What is the future of life in a technical universe? At the VITA NOVA event on September 18 and 19 in Paris, the philosopher Miguel Benasayag traced the subtle and vital path of bringing together artifacts and bodies. For a "conversation" of beings and things.
Sf you had to attend a philosophy lesson, you would expect to receive it in a poorly heated amphitheatre, half full (or half empty) of academics and students, whose presence is contractually obligatory. Yet it was in the midst of the exhibition Archipel du vivant, held last weekend in a gallery on the Viaduc des Arts, in the 12th arrondissement of Paris, that Miguel Benasayag's intervention took place in the context of the meetings Vita Nova.
This artistic framework might surprise you. But according to the philosopher and psychoanalyst himself, art is a way to understand the unthinkable and to envisage the world of tomorrow. The world of new possibilities, where the living will henceforth be artificial, out of laboratories or industries. That of a programmed ecosystem and a hybridised nature; the world promised by synthetic biology.
Speech by Miguel Benasayag at the exhibition Vita Nova - Living Festival - 18 and 19 September 2015
An Intermediated Life
These promises of an ever more prehensible life are part of a wider context. In the digital age, Man has indeed begun his third historical break, after the emergence of language and then of writing. Thus, the experience of an individual is more and more transmitted to him, and no longer lived. The body has never seemed so obsolete in the face of spoken, written and digitalized "real life". Here we find Plato's idea of the body as a simulacrum, to the point of asking the question: would Man be tempted to free himself from bodies? To put an end to finitude?
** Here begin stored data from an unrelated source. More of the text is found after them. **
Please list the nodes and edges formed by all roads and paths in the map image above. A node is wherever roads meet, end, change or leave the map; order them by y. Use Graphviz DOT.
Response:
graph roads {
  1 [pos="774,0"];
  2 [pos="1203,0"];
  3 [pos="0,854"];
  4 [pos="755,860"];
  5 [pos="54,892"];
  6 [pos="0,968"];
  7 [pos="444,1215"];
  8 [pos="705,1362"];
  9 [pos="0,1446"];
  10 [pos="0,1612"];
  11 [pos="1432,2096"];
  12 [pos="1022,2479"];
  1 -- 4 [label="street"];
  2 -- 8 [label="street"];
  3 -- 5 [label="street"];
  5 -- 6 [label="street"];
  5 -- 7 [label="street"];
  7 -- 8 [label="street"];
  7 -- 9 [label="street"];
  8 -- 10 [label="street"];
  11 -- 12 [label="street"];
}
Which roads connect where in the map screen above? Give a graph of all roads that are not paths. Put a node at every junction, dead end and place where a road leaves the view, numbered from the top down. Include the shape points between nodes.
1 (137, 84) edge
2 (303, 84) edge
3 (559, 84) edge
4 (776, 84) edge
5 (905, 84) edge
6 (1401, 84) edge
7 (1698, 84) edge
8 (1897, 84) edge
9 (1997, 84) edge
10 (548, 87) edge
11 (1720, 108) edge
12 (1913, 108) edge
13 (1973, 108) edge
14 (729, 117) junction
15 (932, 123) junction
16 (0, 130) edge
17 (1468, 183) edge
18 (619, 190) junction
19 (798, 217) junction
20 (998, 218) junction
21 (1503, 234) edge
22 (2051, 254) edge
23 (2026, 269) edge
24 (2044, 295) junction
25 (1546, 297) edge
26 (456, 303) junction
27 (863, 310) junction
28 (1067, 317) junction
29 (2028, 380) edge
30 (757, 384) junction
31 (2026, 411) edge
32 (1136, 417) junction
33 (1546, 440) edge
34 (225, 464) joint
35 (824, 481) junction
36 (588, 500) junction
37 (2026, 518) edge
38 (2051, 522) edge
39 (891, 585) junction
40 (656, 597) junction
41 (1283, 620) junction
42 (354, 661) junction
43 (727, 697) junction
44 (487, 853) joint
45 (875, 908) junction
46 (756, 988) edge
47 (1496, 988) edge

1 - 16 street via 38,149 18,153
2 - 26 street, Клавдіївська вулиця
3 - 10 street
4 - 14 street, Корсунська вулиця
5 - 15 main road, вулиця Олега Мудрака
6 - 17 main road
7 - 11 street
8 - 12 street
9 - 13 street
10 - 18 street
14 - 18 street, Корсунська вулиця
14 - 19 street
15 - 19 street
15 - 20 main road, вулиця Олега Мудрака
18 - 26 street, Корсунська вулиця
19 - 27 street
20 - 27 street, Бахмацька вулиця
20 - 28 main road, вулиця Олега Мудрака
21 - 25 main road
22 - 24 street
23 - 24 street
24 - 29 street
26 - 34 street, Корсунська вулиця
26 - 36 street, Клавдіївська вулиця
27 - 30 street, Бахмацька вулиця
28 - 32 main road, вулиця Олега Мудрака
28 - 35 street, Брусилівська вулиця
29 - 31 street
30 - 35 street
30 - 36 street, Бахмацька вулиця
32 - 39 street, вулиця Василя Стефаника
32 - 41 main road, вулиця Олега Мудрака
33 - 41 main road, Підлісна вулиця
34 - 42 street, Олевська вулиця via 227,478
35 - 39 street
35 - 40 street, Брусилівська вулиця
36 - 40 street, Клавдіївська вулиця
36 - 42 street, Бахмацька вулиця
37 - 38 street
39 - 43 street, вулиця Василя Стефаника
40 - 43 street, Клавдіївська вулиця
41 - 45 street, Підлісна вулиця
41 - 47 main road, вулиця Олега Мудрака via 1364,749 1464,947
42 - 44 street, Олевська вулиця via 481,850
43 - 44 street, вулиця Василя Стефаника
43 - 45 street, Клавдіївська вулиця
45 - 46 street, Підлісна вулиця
Unless the materiality of bodies remains essential? Wouldn't (Com)taking the living be a way to improve ourselves?
Miguel Benasayag proposes to explore this perspective. If hybridization has already begun, then let us not reject it but find the vital meaning it can open. What he advocates is a hybridization that "realizes the potential of nature instead of restricting it". In short, a hybridization that opposes the dominant current of the "all possible" and which, on the contrary, knows how to set limits.
Unleashing Nature's Potential
Indeed, to conceive of hybridization is to create relationships between the artifact and the organism. The artefact is the artificial, fixed and modelable object, whose flaws are only faults to be filled; each piece is interchangeable (in Kantian terms, it is an extensive size). The organism, living, dynamic, sees its existence inscribed in a perpetual becoming. Unlike the artifact, it is defined by its flaws; its vulnerability pushes it to evolve, inscribing it in a history.
This intensive, subtle relationship of the living still eludes us; it clashes with our models and predictions. This is why computational synthesis is still in its infancy, or why the five-year plans imposed in the USSR were human disasters. "When power takes life as its object, life itself becomes resistance," Michel Foucault warned us.
Delegation without feedback or disinformation from the body
The effects of this artifactual hybridization are already being felt. The use of GPS can lead to atrophy of the hippocampus, and thus of spatial memory; users of quantified selfs, which consist of collecting body data to improve lifestyle, see a disturbance in their homeostasis (a system's ability to maintain its operating balance despite external constraints). We have delegated our natural functions to gadgets without realizing the effects of this sensory deprivation and the brain consequences. Technology not only changes our habits, it also changes our anatomy.
Animating technical ecosystems
According to Miguel Benasayag, the limits that should be imposed on ourselves would be, according to Benasayag, "red lights"; not "walls", impassable by fear or dogmatism, but safeguards that would give us time to observe and understand the impacts of innovations on our physiologies. It is a question of organicising our technical environments, i.e. of revealing the relationships between things, of truly taking them into account. To get out of a lego approach where each part is seen as independent. No, the program does not overlook life. This is an invitation to innovate in a different way, inspired by the principle of the co-evolution of the living. From then on, constraints become assets. They give form and meaning to creation. "The only increase that can be sustained is through knowledge of the limits that protect the living," warns Miguel Benasayag. This is where the role of the philosopher lies; it is not a question of judging, but of preventing. We have been warned.